Search code examples
python-3.xxpathweb-scrapingfinance

XPath help needed for row text search column return on MorningStar


Need to extract some data from Html that looks like:

<div class="r_tbar0 positionrelative">
    <h3>Financials</h3>
</div>
<table class="r_table1 text2" cellspacing="0" cellpadding="0">
    <thead>
        <tr>
            <th scope="row" align="left"></th>
            <th scope="col" id="Y0" align="right">2007-12</th>
            <th scope="col" id="Y1" align="right">2008-12</th>
            <!--More columns here-->
            <th scope="col" id="Y9" align="right">2016-12</th>
            <th scope="col" id="Y10" align="right">TTM</th>
        </tr>
    </thead>
    <tbody>
        <tr class="hr">
            <td colspan="12"></td>
        </tr>
        <tr>
            <th class="row_lbl" scope="row" id="i0">Revenue&nbsp;<span>USD Mil</span></th>
            <td headers="Y0 i0" align="right">5,858</td>
            <td headers="Y1 i0" align="right">5,808</td>
            <!--More cells here-->
            <td headers="Y9 i0" align="right">4,272</td>
            <td headers="Y10 i0" align="right">4,955</td>
        </tr>
        <tr class="hr">
            <td colspan="12"></td>
        </tr>
        <tr>
            <th class="row_lbl" scope="row" id="i1">Gross Margin %</th>
            <td headers="Y0 i1" align="right">37.4</td>
            <td headers="Y1 i1" align="right">39.9</td>
            <!--More cells here-->
            <td headers="Y9 i1" align="right">23.4</td>
            <td headers="Y10 i1" align="right">33.5</td>
        </tr>
        <!--More rows here-->
        <tr class="hr">
            <td colspan="12"></td>
        </tr>
    </tbody>
</table>

I am looking to pull say the 2007 revenue data XPATH from the key ratios page by searching for the "Revenue" row then looking at the 2007 column.

XPATH Location of the 2007 revenue:

//*[@id="financials"]/table/tbody/tr[2]/td[1]

The tr[2] represents the row that Revenue is aligned to.
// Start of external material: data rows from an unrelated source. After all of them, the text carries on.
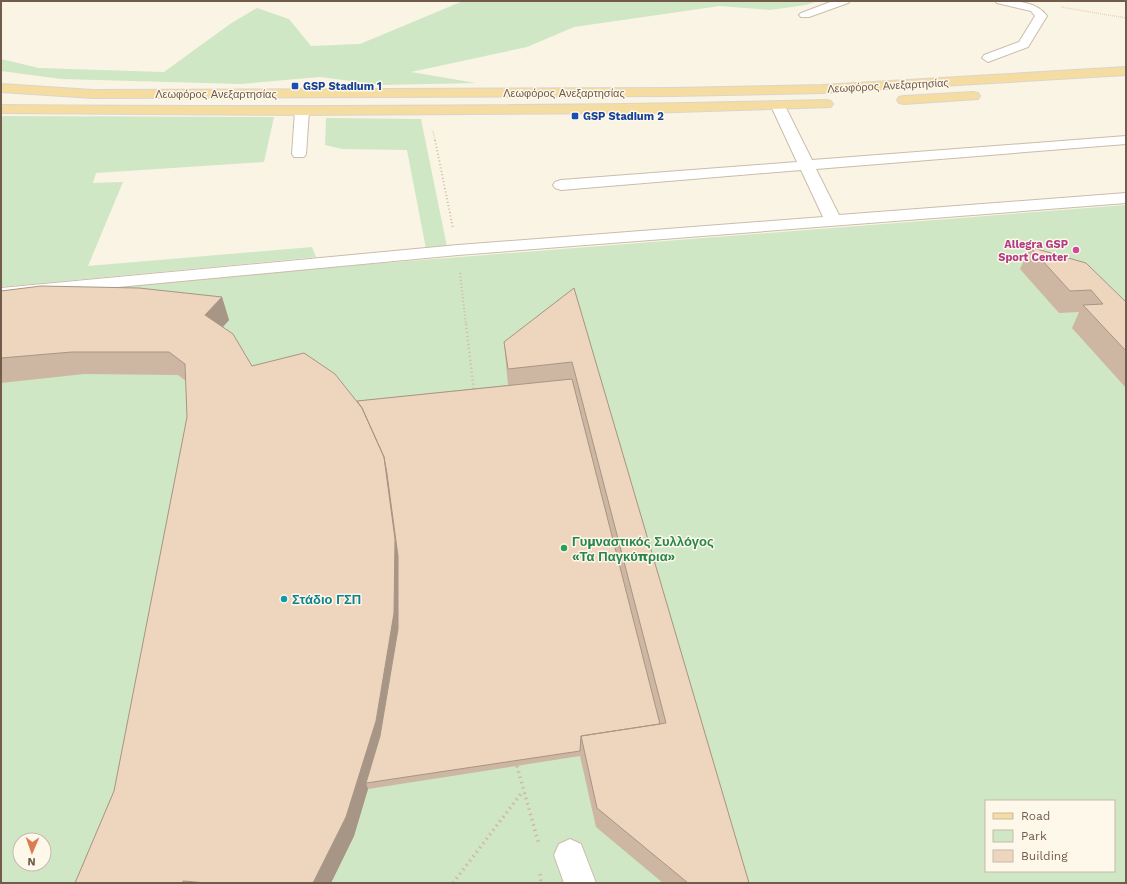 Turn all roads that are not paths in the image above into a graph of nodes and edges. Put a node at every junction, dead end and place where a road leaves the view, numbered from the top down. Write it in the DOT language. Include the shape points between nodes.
graph roads {
  1 [pos="844,1"];
  2 [pos="1001,1"];
  3 [pos="805,15"];
  4 [pos="988,58"];
  5 [pos="1126,71"];
  6 [pos="1,88"];
  7 [pos="988,95"];
  8 [pos="895,101"];
  9 [pos="840,103"];
  10 [pos="778,106"];
  11 [pos="1,109"];
  12 [pos="302,111"];
  13 [pos="1126,140"];
  14 [pos="299,154"];
  15 [pos="807,166"];
  16 [pos="561,185"];
  17 [pos="1126,198"];
  18 [pos="833,220"];
  19 [pos="1,293"];
  1 -- 3 [label="street"];
  2 -- 4 [label="street" via="1034,8 1041,16 1024,44"];
  5 -- 6 [label="main road, Λεωφόρος Ανεξαρτησίας" via="830,89 673,92 93,94"];
  7 -- 8 [label="main road, Λεωφόρος Ανεξαρτησίας"];
  9 -- 10 [label="main road, Λεωφόρος Ανεξαρτησίας"];
  10 -- 12 [label="main road, Λεωφόρος Ανεξαρτησίας"];
  10 -- 15 [label="street"];
  11 -- 12 [label="main road, Λεωφόρος Ανεξαρτησίας"];
  12 -- 14 [label="street"];
  13 -- 15 [label="street"];
  15 -- 16 [label="street"];
  15 -- 18 [label="street"];
  17 -- 18 [label="street"];
  18 -- 19 [label="street" via="466,249"];
} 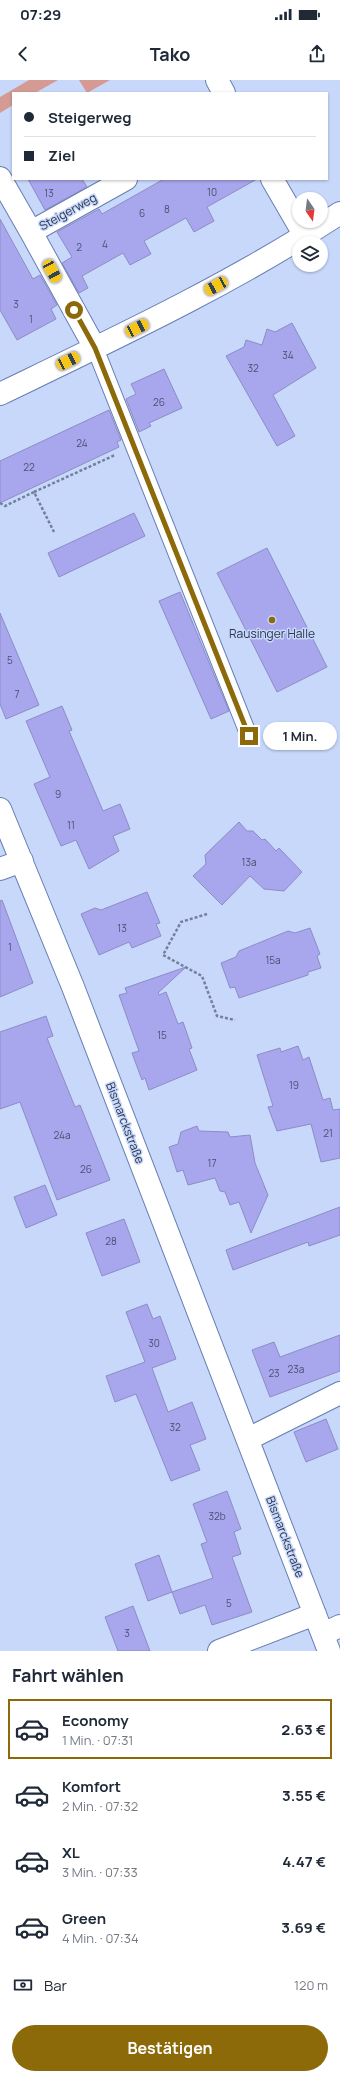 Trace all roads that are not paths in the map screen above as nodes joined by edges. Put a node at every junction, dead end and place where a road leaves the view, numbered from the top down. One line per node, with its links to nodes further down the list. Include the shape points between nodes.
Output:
1 (217, 80): 2 (street)
2 (223, 92)
3 (0, 178): 7 (street, Steigerweg)
4 (124, 180): 7 (street, Steigerweg)
5 (273, 180): 8 (street)
6 (340, 213): 8 (street)
7 (31, 232): 10 (street, Steigerweg)
8 (305, 236)
9 (292, 243): 10 (street, via 178,308)
10 (95, 348): 11 (street); 12 (lane)
11 (0, 394)
12 (249, 736)
13 (0, 809): 14 (street, Bismarckstraße)
14 (22, 861): 15 (street); 17 (street, Bismarckstraße)
15 (0, 869)
16 (340, 1393): 17 (street)
17 (248, 1439): 18 (street, Bismarckstraße)
18 (314, 1614): 19 (street, Bismarckstraße); 20 (street)
19 (330, 1637)
20 (219, 1651)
However, if I have a program that looks at multiple stocks I want to make sure that tr[2] still looks at revenue.

I have tried multiple versions of the following XPATH which returns a NULL value. (I am using XPATH helper a google chrome extension)

//*[@id="financials"]/table/tbody/tr[contains(text(),'Revenue')]/td[1]

Outer html code for the Revenue row:

<th class="row_lbl" scope="row" id="i0">Revenue&nbsp;<span>USD Mil</span></th>

Outer html code for 2007 Revenue:

<td align="right" headers="Y0 i0" class="">5,858</td>

Update

Based on below answer I've written:

//*[@id='financials']//td[contains(@headers,'i0')][1]

Pulls the 2017 Revenue data 5,858


Solution

  • In "Financials" table, "Revenue" is a th, not a tr. You can get all cells in a column or row of that table by referencing the header attribute of td tags. Columns are Y0..Yn and rows are i0..in, for example:

    First column has header Y0:

    //*[@id='financials']//td[contains(@headers,'Y0')]

    First row has header i0:

    //*[@id='financials']//td[contains(@headers,'i0')]

    And so on